Too much information about my tatas

Well, it is a little difficult to follow-up that post from Bono but let me say it has got me thinkin...the wheels turning in my brain and I have decided that I must do something.

But for now, let's move on to more, ahem, pressing matters. I went bra shopping yesterday. Yes, I will be referencing the girls so tune out if you will be offended. My poor poor boobies. They have served me well, got me a man (although he really is a butt man), helped me keep that man, gotten me out of a few sticky situations, and nourished two babies. It is the nourishment that really got to them...actually the whole I'm pregnant and for some reason my boobs have to triple in size over night and them triple again and fill up with pounds, yes pounds, of milk and then be sucked dry. They've given up, the white flag of surrender has been waved and they are so depressed that they can only look down towards the ground. They need a savior, an uplifter, a crane if you will to restore them to their previous glory.

And so I enter the world's most over-hyped lingerie store with a cup half-full (haha, pun intended, I crack myself up sometimes) attitude and search for the bra of all bras that will restore my faith in cleavage. Part of my problem is that I don't fill up the entire cup that the measurements say that I am...it always gaps around the top, so the ever so patient sales woman who heard my entire birth story of both my girls and the subsequent tale of breastfeeding and into the benefits of breastfeeding and blah blah blah (I don't get out much without my kids) anyway, where was I? Oh, the sales woman directs me to their new "scientifically engineered" "amazing uplifter" of a bra. She continues to tell me about all of its features walking me through the bra as if it is a car that I am about to test drive and then it is on to the fitting rooms and I am full of hope and anticipation. This bra, this bra could change my life.

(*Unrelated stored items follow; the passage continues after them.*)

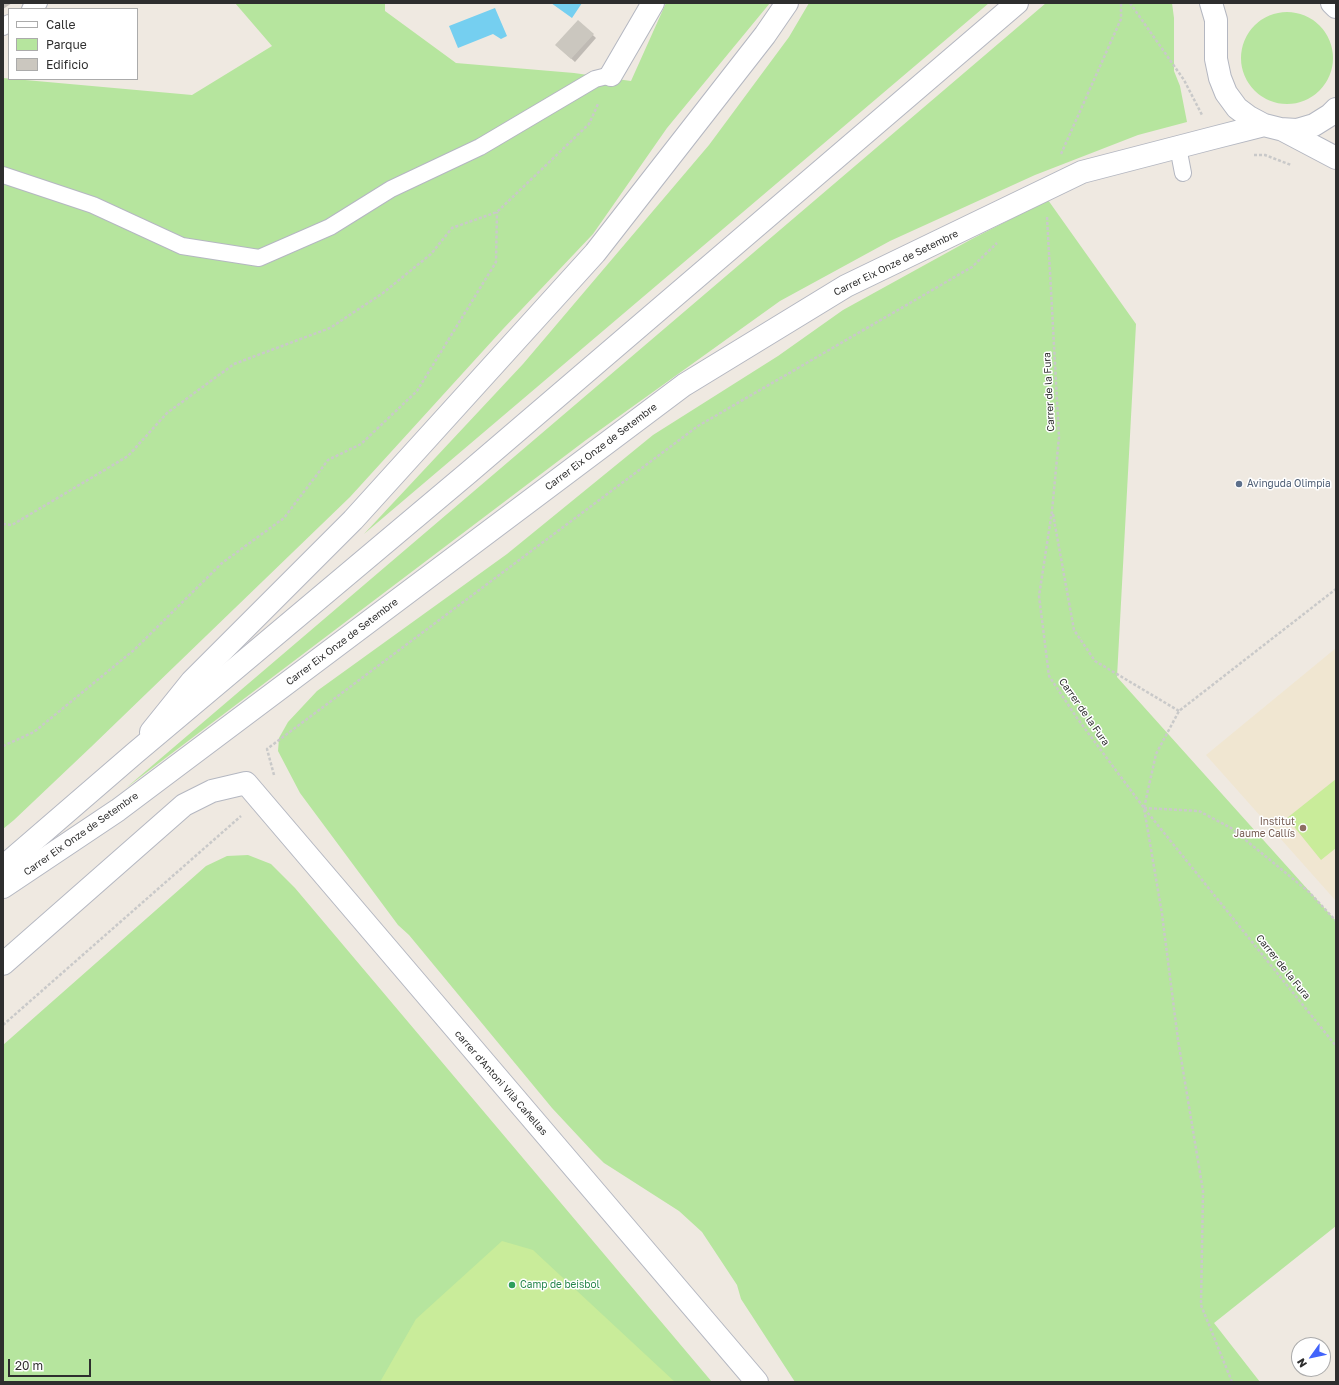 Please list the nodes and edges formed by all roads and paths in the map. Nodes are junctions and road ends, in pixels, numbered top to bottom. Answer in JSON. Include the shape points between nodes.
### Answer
{"nodes":[{"id":1,"x":653,"y":3,"type":"edge"},
{"id":2,"x":787,"y":3,"type":"edge"},
{"id":3,"x":1016,"y":3,"type":"edge"},
{"id":4,"x":1122,"y":3,"type":"edge"},
{"id":5,"x":1130,"y":3,"type":"edge"},
{"id":6,"x":1211,"y":3,"type":"edge"},
{"id":7,"x":1332,"y":3,"type":"edge"},
{"id":8,"x":1336,"y":7,"type":"edge"},
{"id":9,"x":611,"y":75,"type":"junction"},
{"id":10,"x":1336,"y":109,"type":"edge"},
{"id":11,"x":1272,"y":127,"type":"junction"},
{"id":12,"x":1213,"y":138,"type":"junction"},
{"id":13,"x":1178,"y":147,"type":"junction"},
{"id":14,"x":1061,"y":154,"type":"dead end"},
{"id":15,"x":1251,"y":155,"type":"dead end"},
{"id":16,"x":1336,"y":158,"type":"edge"},
{"id":17,"x":1298,"y":168,"type":"dead end"},
{"id":18,"x":1183,"y":173,"type":"dead end"},
{"id":19,"x":3,"y":175,"type":"edge"},
{"id":20,"x":497,"y":212,"type":"junction"},
{"id":21,"x":1047,"y":213,"type":"dead end"},
{"id":22,"x":1000,"y":240,"type":"dead end"},
{"id":23,"x":1052,"y":511,"type":"junction"},
{"id":24,"x":3,"y":524,"type":"edge"},
{"id":25,"x":1336,"y":589,"type":"edge"},
{"id":26,"x":1179,"y":711,"type":"junction"},
{"id":27,"x":3,"y":746,"type":"edge"},
{"id":28,"x":135,"y":753,"type":"junction"},
{"id":29,"x":259,"y":800,"type":"junction"},
{"id":30,"x":1144,"y":808,"type":"junction"},
{"id":31,"x":3,"y":867,"type":"edge"},
{"id":32,"x":3,"y":888,"type":"edge"},
{"id":33,"x":1336,"y":922,"type":"edge"},
{"id":34,"x":3,"y":964,"type":"edge"},
{"id":35,"x":3,"y":1025,"type":"edge"},
{"id":36,"x":1336,"y":1046,"type":"edge"},
{"id":37,"x":758,"y":1382,"type":"edge"},
{"id":38,"x":1232,"y":1382,"type":"edge"}],
"edges":[{"from":1,"to":9,"type":"street"},
{"from":2,"to":28,"type":"street","name":"Carrer Eix Onze de Setembre","via":[[760,42],[595,253],[353,520],[192,681]]},
{"from":3,"to":28,"type":"street","name":"Carrer Eix Onze de Setembre","via":[[468,473]]},
{"from":4,"to":14,"type":"path","via":[[1121,19]]},
{"from":5,"to":12,"type":"path","via":[[1184,80]]},
{"from":6,"to":11,"type":"street","via":[[1216,20],[1216,59],[1226,93],[1237,108],[1249,118]]},
{"from":7,"to":8,"type":"street"},
{"from":9,"to":19,"type":"lane","via":[[595,79],[480,148],[391,189],[330,227],[259,258],[182,246],[93,206]]},
{"from":9,"to":20,"type":"path","via":[[589,124]]},
{"from":10,"to":11,"type":"street","via":[[1314,125],[1297,130]]},
{"from":11,"to":12,"type":"street","name":"Carrer Eix Onze de Setembre"},
{"from":11,"to":16,"type":"street"},
{"from":12,"to":13,"type":"street","name":"Carrer Eix Onze de Setembre"},
{"from":13,"to":18,"type":"lane"},
{"from":13,"to":32,"type":"street","name":"Carrer Eix Onze de Setembre","via":[[1082,172],[846,286],[684,385],[118,810]]},
{"from":15,"to":17,"type":"path","via":[[1264,155]]},
{"from":20,"to":24,"type":"path","via":[[452,228],[431,254],[384,293],[330,328],[234,364],[167,413],[128,456],[12,525]]},
{"from":20,"to":27,"type":"path","via":[[496,262],[417,391],[361,444],[328,460],[284,518],[222,563],[134,650],[34,732]]},
{"from":21,"to":23,"type":"path","name":"Carrer de la Fura","via":[[1059,437]]},
{"from":22,"to":29,"type":"path","via":[[972,267],[698,426],[267,749],[274,774]]},
{"from":23,"to":26,"type":"path","via":[[1074,630],[1095,661]]},
{"from":23,"to":30,"type":"path","name":"Carrer de la Fura","via":[[1040,596],[1049,676]]},
{"from":25,"to":26,"type":"path"},
{"from":26,"to":30,"type":"path","via":[[1156,754]]},
{"from":28,"to":31,"type":"street","name":"Carrer Eix Onze de Setembre"},
{"from":29,"to":34,"type":"street","name":"carrer d'Antoni Vilà Cañellas","via":[[246,783],[212,791],[184,805]]},
{"from":29,"to":35,"type":"path"},
{"from":29,"to":37,"type":"street","name":"carrer d'Antoni Vilà Cañellas"},
{"from":30,"to":33,"type":"path","via":[[1199,811],[1231,828],[1309,892]]},
{"from":30,"to":36,"type":"path","name":"Carrer de la Fura"},
{"from":30,"to":38,"type":"path","via":[[1203,1191],[1201,1305]]}]} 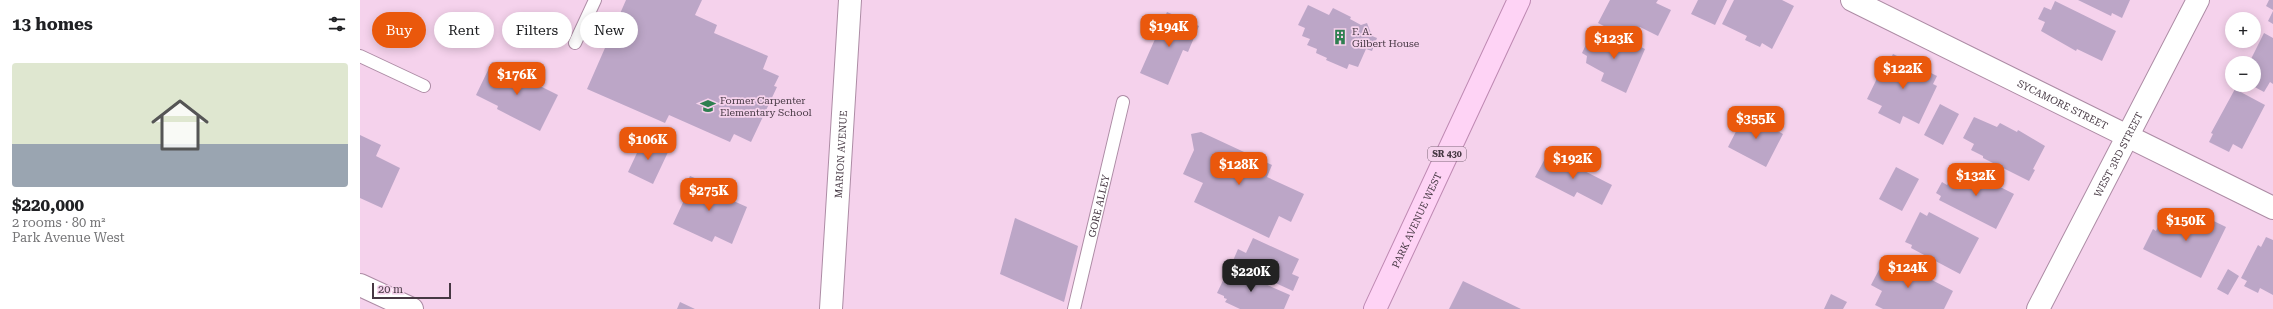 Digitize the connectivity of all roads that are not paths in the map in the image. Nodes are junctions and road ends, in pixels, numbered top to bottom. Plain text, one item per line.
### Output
1 (595, 0) edge
2 (850, 0) edge
3 (1519, 0) edge
4 (1852, 0) edge
5 (2198, 0) edge
6 (575, 43) dead end
7 (360, 56) edge
8 (424, 86) dead end
9 (1123, 102) dead end
10 (2127, 138) junction
11 (2273, 208) edge
12 (360, 285) edge
13 (412, 309) edge
14 (831, 309) edge
15 (1074, 309) edge
16 (1375, 309) edge
17 (2038, 309) edge

1 - 6 lane
2 - 14 street, MARION AVENUE
3 - 16 main road, PARK AVENUE WEST / SR 430
4 - 10 street, SYCAMORE STREET
5 - 10 street, WEST 3RD STREET
7 - 8 lane
9 - 15 lane, GORE ALLEY
10 - 11 street, SYCAMORE STREET
10 - 17 street, WEST 3RD STREET
12 - 13 street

Have you ever tried on a water bra? Those are about the funniest things I have ever seen. My mom and I used to go shopping together and when we would try on bras we would practically pee in out pants from the humiliation that ensues from all the different style.

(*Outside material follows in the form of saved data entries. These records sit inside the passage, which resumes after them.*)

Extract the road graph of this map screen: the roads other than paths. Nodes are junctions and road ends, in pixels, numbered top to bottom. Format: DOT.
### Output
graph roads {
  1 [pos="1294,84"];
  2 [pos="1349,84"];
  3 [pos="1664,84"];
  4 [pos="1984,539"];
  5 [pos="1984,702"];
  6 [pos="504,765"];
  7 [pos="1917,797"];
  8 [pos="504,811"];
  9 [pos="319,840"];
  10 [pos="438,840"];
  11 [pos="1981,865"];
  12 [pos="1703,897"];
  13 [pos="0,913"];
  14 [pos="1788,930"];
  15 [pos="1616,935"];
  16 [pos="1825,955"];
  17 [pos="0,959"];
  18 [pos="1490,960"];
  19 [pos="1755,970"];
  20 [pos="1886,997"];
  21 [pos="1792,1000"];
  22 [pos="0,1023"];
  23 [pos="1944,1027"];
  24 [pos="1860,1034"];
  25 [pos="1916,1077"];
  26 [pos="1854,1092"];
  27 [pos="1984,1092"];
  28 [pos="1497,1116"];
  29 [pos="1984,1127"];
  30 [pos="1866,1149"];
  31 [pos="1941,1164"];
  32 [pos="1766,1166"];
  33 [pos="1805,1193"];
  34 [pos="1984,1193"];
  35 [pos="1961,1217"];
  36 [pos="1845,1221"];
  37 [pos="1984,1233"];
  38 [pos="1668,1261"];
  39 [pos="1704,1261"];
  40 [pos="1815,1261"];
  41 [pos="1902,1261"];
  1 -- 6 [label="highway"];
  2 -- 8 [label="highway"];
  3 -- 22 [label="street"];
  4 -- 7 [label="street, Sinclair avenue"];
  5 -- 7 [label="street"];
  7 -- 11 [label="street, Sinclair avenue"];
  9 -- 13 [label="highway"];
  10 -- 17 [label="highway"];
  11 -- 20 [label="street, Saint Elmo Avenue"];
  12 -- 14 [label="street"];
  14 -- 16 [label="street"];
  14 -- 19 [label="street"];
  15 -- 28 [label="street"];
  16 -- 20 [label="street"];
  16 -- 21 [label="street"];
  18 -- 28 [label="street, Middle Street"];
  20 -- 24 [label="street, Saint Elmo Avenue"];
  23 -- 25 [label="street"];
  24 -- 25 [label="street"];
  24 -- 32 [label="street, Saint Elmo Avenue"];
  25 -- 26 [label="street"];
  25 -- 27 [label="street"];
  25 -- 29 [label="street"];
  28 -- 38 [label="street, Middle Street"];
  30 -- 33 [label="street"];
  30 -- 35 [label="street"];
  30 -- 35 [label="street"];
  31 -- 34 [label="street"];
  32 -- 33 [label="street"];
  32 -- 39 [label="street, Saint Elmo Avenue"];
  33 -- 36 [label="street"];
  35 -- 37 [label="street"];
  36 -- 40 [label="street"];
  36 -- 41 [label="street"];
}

So there I am in the dressing room thinking this could be "the one" and I try it on. And I think...

Well, at least my boob aren't growing out of my chin from being pushed up so high. They are definitely prominent and there is definitely some cleavage going on and I do fill out the whole cup. It's soft enough and tagless which is good, but I dunno...I jut feel blah about it and so I decide to buy it along with another one that is more of an everyday bra whereas this is definitely a date bra, and if you don't know the difference, well then you need to look at yourself in your normal comfy bra that you wear daily and then try on one of those enhancer bras and have the girls at full attention ready to slay any man that comes within eye-poking distance - the date bra.

My tatas are happier today and thankful that I paid some attention to their plight. In the end that's all anyone really wants, right?...to be heard.